Input material:
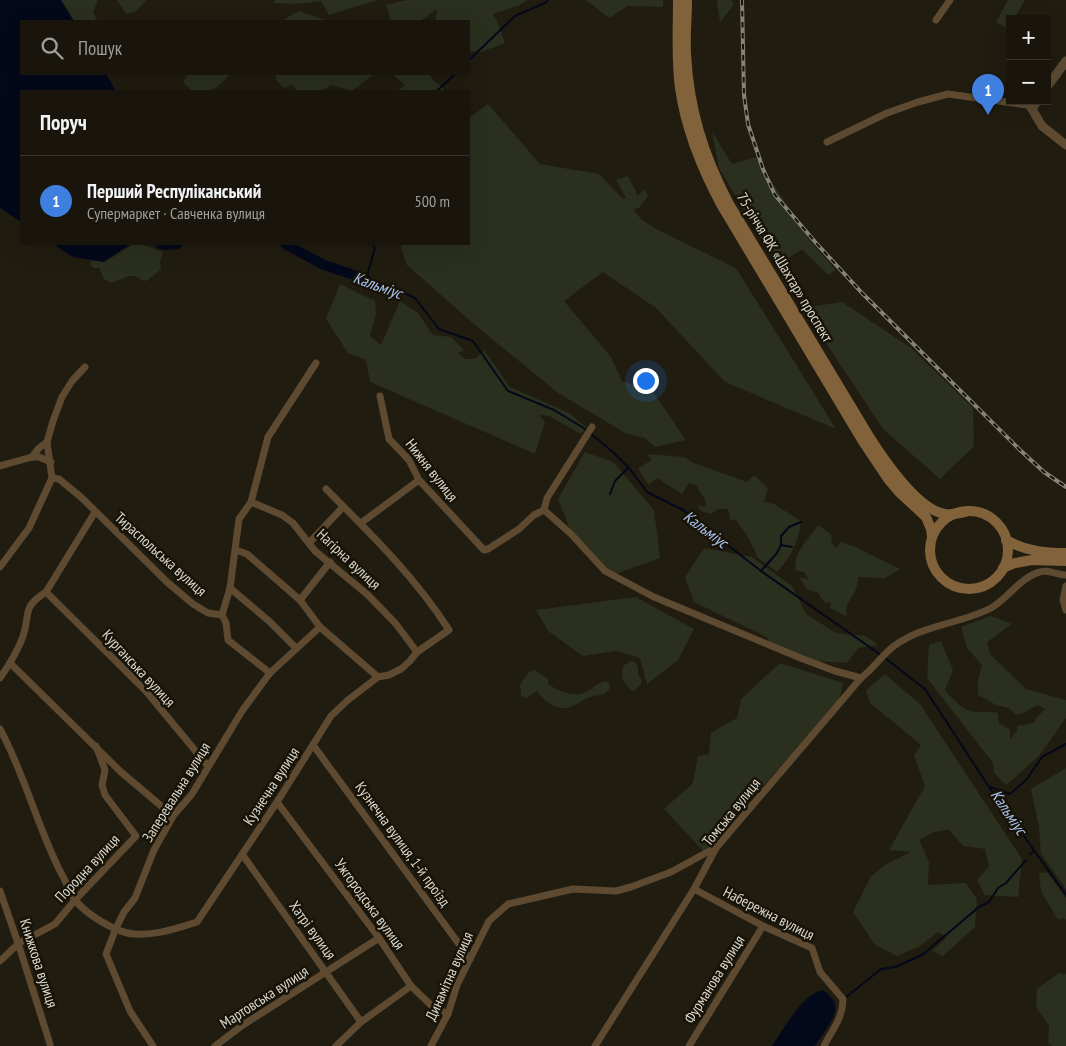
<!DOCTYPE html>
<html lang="uk">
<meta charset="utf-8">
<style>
:root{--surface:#19150c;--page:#221e15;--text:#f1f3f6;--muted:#9f9f9d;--line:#37342d;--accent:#db2777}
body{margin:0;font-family:"PT Sans Narrow",sans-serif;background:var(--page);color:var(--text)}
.controls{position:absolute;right:15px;top:15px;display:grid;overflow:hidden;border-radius:0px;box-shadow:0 5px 20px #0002}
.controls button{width:45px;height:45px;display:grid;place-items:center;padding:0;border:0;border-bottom:1px solid var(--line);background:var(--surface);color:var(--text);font:25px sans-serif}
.you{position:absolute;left:645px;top:380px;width:18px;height:18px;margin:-12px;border:4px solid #fff;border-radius:50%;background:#1a73e8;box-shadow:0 0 0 8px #1a73e833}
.badge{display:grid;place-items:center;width:32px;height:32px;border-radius:50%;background:var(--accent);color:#fff;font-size:16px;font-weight:700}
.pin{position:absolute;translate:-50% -41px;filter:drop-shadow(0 1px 2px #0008)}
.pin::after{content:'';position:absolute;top:26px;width:18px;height:15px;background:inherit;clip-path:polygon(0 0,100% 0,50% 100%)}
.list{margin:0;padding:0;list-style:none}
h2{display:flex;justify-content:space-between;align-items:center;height:65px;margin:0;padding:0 20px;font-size:21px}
h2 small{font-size:16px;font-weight:400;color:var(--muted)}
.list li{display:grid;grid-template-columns:32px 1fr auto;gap:15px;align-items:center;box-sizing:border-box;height:90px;padding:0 20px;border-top:1px solid var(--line)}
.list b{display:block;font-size:19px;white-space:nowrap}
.list p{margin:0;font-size:16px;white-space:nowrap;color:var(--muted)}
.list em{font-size:16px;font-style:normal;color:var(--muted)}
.icon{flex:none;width:28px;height:28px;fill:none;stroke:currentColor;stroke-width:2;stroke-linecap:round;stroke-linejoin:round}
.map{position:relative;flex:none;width:1066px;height:1046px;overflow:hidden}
.search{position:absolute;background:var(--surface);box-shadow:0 5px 20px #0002;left:20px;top:20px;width:450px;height:55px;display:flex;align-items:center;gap:12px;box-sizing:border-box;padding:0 18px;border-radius:0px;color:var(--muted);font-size:19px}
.panel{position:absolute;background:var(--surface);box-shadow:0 5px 20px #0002;left:20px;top:90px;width:450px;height:155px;border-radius:0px}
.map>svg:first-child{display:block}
.green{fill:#2a2f1e}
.water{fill:#03091b}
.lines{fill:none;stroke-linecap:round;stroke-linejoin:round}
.stream{stroke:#03091b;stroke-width:2}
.river{stroke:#03091b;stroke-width:10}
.minor{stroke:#5d4a31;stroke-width:7}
.tertiary{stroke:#5d4a31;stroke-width:9}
.secondary{stroke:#81623a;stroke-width:10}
.rail-casing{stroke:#868278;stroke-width:4}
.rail{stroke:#181307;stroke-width:2;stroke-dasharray:5.5;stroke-linecap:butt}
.labels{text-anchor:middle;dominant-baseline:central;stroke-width:5;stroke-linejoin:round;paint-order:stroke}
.street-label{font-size:15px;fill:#dbd8cf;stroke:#181307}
.water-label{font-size:16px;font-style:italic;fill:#acc4f4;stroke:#181307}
</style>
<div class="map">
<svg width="1066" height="1046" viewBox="0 0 1066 1046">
<rect width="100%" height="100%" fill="#211c10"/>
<!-- green -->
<g class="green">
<polygon points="60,0 98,0 93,12 97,21 68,21"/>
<polygon points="117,0 147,0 135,12 126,14"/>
<polygon points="275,0 378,0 329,15 321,1 297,4 273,3"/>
<polygon points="407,0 528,0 518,6 493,14 498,23 505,43 481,52 469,51 469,21 435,21 437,9 420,21 391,21 386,5"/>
<polygon points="586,0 663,0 663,7 628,6 609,18"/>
<polygon points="717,0 732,0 734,4 720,23"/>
<polygon points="1008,0 1025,0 1014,19 1010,19 1008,29 996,22"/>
<polygon points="299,11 328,21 286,21 285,19"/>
<path d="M188,74H230C216,90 214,91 192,91L183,82Z"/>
<polygon points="275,74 374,74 352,91 332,85 320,91 297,91 293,85 284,88 276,80"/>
<polygon points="392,74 429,74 434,81 444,89 442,91 397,91 405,85"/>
<polygon points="488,104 540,164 599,174 623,199 626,198 616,180 628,176 638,196 644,189 648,196 639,208 633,209 640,218 656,229 736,268 836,429 725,382 656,308 603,272 564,301 611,357 622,381 653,392 686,440 655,447 645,438 627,434 558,393 475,325 407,265 400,244 469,244 469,118"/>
<polygon points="712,132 732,164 756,157 810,241 836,270 828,275 802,249 777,266 719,168"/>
<polygon points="134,244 141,244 163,252 160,262 161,269 148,280 144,281 135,276 129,276 112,283 104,279 99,268 93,268 90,264 93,257 105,262"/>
<polygon points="340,284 375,301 376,314 370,336 381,345 400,301 418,313 433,335 451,337 464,350 458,353 465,359 475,359 484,350 510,387 569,413 587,428 581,434 549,416 539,415 545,422 535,454 370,382 366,360 348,353 326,319"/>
<polygon points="842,302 911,348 973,408 974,446 940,479 883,429 803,308"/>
<polygon points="585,452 613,462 654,510 660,558 607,577 570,529 558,499"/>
<path d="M646,454L685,457L691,462L747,482L754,475L768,488L764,502L774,504L801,521C799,541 791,557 777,572L758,558L748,537L735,519L731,521L728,509H718L710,514L701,511L697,505L706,507L705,500L696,485L689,483L682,494L657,478L648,485L638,468L652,460Z"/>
<path d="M818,525L831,534L832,543L836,548L841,542L853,546L900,569L885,578L859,577C858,581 857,585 856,589C851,602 845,601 847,617L830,608L831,603L824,602L818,593L807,589L799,577L809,580L804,572L796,571C792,553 809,539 818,525Z"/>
<polygon points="704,548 752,557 792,586 806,614 836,633 866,636 878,645 858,648 847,663 815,661 769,643 768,638 694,602 685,577"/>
<polygon points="636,597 694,629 678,660 647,684 640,658 616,651 583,656 548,631 536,610"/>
<path d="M991,616L1012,624L987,642L990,654L1026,689L1066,700V718L1039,756L1006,785L994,773L993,763L927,678L929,645L941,641L953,670L945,690C954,700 963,712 978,712C987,713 987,710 998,713L999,724L1010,729V739L1017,731V726L1034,723L1036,718L1045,709L1038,705L1021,714H1015L1009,708L996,705L978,695V680L982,665L967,648L961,627Z"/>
<polygon points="631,661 635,662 638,667 638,676 641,678 641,684 635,691 630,689 622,679 623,666"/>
<polygon points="780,663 843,683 839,701 704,852 664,809 693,783 698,756 709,754 711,733 737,718 741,699"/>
<path d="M535,670L548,679V684C558,691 574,698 586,692C594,688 597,683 606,681C610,684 611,687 608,691C604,696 599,695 593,696C584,698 576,706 567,708C555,710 543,700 537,691L526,698L521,696L520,685L529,672Z"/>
<polygon points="885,674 920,704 1022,859 1018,897 985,895 977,880 989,866 985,849 963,846 949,830 934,832 919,840 929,862 928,885 966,883 977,899 975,927 943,956 932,951 947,937 938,932 920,946 897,956 875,945 853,912 871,876 885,865 911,852 889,850 925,786 914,755 921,745 870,703 866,690"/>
<polygon points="1066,768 1066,889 1041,854 1039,827 1031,789"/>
<polygon points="1047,872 1066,898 1066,920 1064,918 1058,920 1041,891 1039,873"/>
<polygon points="1059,973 1066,974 1066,1046 1052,1046 1048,1042 1049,1026 1036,1007 1037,989"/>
</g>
<!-- water -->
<g class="water">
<polygon points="0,0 61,0 74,21 21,21 21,74 106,74 116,91 21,91 21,222 0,208"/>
<polygon points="53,244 131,244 103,262 73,257"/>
<path d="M823,990C839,1002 838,1009 829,1025C824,1032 820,1039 815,1046H772C783,1030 803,993 823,990Z"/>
</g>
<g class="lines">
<!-- stream -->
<g class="stream">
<polyline points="469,60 515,16 545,3 548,0"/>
<polyline points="437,91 455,74"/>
<polyline points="372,244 375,248 366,279 398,290 415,298 439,329 473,341 508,391 554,410 587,430"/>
<polyline points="590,433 614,453 629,468 647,492 683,510 761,571 881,655"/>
<polyline points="610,494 615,481 628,468"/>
<polyline points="781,545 792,547"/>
<polyline points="761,571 777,553 781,545 781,536 789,527 801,522"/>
<polyline points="885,658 925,689 989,787 1066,895"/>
<polyline points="990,787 1010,794 1026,780 1042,757 1066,744"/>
<polyline points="1030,855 1034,850"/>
<polyline points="845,998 881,969 895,967 922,955 979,907 989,902 998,888 1006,883 1026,860"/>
</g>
<!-- river -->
<g class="river">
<polyline points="160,244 167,245 177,244"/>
<polyline points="285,244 324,265 366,279"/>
</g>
<!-- minor -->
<g class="minor">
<polyline points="936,20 950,0"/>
<polyline points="827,142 887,113 918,102 948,94 1027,105 1032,109"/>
<polyline points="380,396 389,439 409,460 419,480 484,550 488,549 519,529 534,515 544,510 547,498 592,427"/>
<polyline points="32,457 39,448 47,442"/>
<polyline points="0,466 32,457 39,457 51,462"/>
<polyline points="52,478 59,479 82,498 167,582 193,604 208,613 222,615 226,623 228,640 270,673"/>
<polyline points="251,502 282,515 293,523 315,551 368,595 396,624 417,652"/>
<polyline points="544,510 571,534 605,571 654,597 803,659 835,671 861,678"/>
<polyline points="361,523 419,480"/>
<polyline points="310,542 343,507"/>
<polyline points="236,550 247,554 300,600 320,627 378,677"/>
<polyline points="0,567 29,528 52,478 47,442 53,421 62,397 72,381 85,367"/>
<polyline points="1066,586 1063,600 1066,610"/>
<polyline points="230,588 270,622 296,648"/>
<polyline points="46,592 145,690 208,766"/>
<polyline points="300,600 330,562"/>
<polyline points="222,615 230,588 239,519 251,502 268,437 316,363"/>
<polyline points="10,663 121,772 173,816"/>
<path d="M0,678C9,665 18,651 23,636C31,613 21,608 46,592L95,512"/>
<path d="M0,729C25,775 37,826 61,873C66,881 69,892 75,900C86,914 116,933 134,934C155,936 177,928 197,922L277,802L331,716L348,700L378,677L389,675L401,669L410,661L417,652L449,630C415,577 370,533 326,489"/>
<polyline points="313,745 470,959"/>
<polyline points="277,802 379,938 411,986 434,1008 448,1014"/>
<polyline points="242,854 361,1022"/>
<path d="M694,889L763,926L812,948L820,972L843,999C843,1018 832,1030 824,1046"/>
<polyline points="0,891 19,946 50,1044"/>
<polyline points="0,961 19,943 55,924 75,900 136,836 105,795 102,785 105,770 96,746"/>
<polyline points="153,1046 130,1011 106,954 116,928 124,912 135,898 154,850 173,816 192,794 242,711 270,673 320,627"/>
<polyline points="215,1046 243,1025 379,938"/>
<polyline points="336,1046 361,1022 411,986"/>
<polyline points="431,1046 448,1014 457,985 489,921 508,904 573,889 616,891 631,887 671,872 715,848"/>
<path d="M595,1046L694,889L716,848L861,678C873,669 882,655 894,646C922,625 960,624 991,608C1008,599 1020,577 1040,572C1049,569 1057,575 1066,575"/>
<polyline points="689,1046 763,926"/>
</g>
<!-- tertiary -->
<g class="tertiary">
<polyline points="1047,87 1066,61"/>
<polyline points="1037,101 1032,109 1042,126 1066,145"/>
</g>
<!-- secondary -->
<g class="secondary">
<path d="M678,0C678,29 676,59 680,88C686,130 702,169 722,206L862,440L888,479L899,492L926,517L931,529L932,537"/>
<path d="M687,0C687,18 685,36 686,54C689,109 703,155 729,204L870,438C884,460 918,510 945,514C952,515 959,513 965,512"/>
<circle cx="969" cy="550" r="39"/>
<path d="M1006,540C1026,551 1044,553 1066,553"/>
<polyline points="1003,568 1015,563 1032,560 1066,561"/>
</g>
<defs>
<polyline id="rail" points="742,0 744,95 748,124 763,169 775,195 816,243 862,293 1020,450 1044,472 1066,487"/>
</defs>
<!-- rail casing -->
<use href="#rail" class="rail-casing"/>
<!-- rail -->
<use href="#rail" class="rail"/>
</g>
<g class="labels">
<!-- street labels -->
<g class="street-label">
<text transform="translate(785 267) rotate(59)">75-річчя ФК «Шахтар» проспект</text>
<text transform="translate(432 470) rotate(52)">Нижня вулиця</text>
<text transform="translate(161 554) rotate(42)">Тираспольська вулиця</text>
<text transform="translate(349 559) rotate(43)">Нагірна вулиця</text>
<text transform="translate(139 668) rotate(47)">Курганська вулиця</text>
<text transform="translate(271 786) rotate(-57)">Кузнечна вулиця</text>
<text transform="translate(176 792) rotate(-58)">Заперевальна вулиця</text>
<text transform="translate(731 812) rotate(-51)">Томська вулиця</text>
<text transform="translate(403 844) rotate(54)">Кузнечна вулиця, 1-й проїзд</text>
<text transform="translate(87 868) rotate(-47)">Породна вулиця</text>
<text transform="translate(370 904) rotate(54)">Ужгородська вулиця</text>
<text transform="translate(769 913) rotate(27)">Набережна вулиця</text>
<text transform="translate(313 930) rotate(54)">Хатрі вулиця</text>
<text transform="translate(39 963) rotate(72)">Книжкова вулиця</text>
<text transform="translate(449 976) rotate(-66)">Динамітна вулиця</text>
<text transform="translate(714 979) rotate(-58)">Фурманова вулиця</text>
<text transform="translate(264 997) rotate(-33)">Мартовська вулиця</text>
</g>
<!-- water labels -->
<g class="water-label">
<text transform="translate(378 285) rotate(20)">Кальміус</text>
<text transform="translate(706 529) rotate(37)">Кальміус</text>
<text transform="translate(1009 812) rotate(56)">Кальміус</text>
</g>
</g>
</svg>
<div class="controls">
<button>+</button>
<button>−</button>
</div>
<div class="you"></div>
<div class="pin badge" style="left:988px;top:115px;background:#3f7fe0">1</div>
<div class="search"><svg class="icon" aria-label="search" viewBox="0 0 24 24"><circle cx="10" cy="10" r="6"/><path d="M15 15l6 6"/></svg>Пошук</div>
<section class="panel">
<h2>Поруч<small></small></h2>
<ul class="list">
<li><span class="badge" style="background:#3f7fe0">1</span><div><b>Перший Респуліканський</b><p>Супермаркет · Савченка вулиця</p></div><em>500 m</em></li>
</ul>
</section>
</div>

Task objective:
Go line by line through the data above and report each one that holds the string "place".

Reply:
.controls button{width:45px;height:45px;display:grid;place-items:center;padding:0;border:0;border-bottom:1px solid var(--line);background:var(--surface);color:var(--text);font:25px sans-serif}
.badge{display:grid;place-items:center;width:32px;height:32px;border-radius:50%;background:var(--accent);color:#fff;font-size:16px;font-weight:700}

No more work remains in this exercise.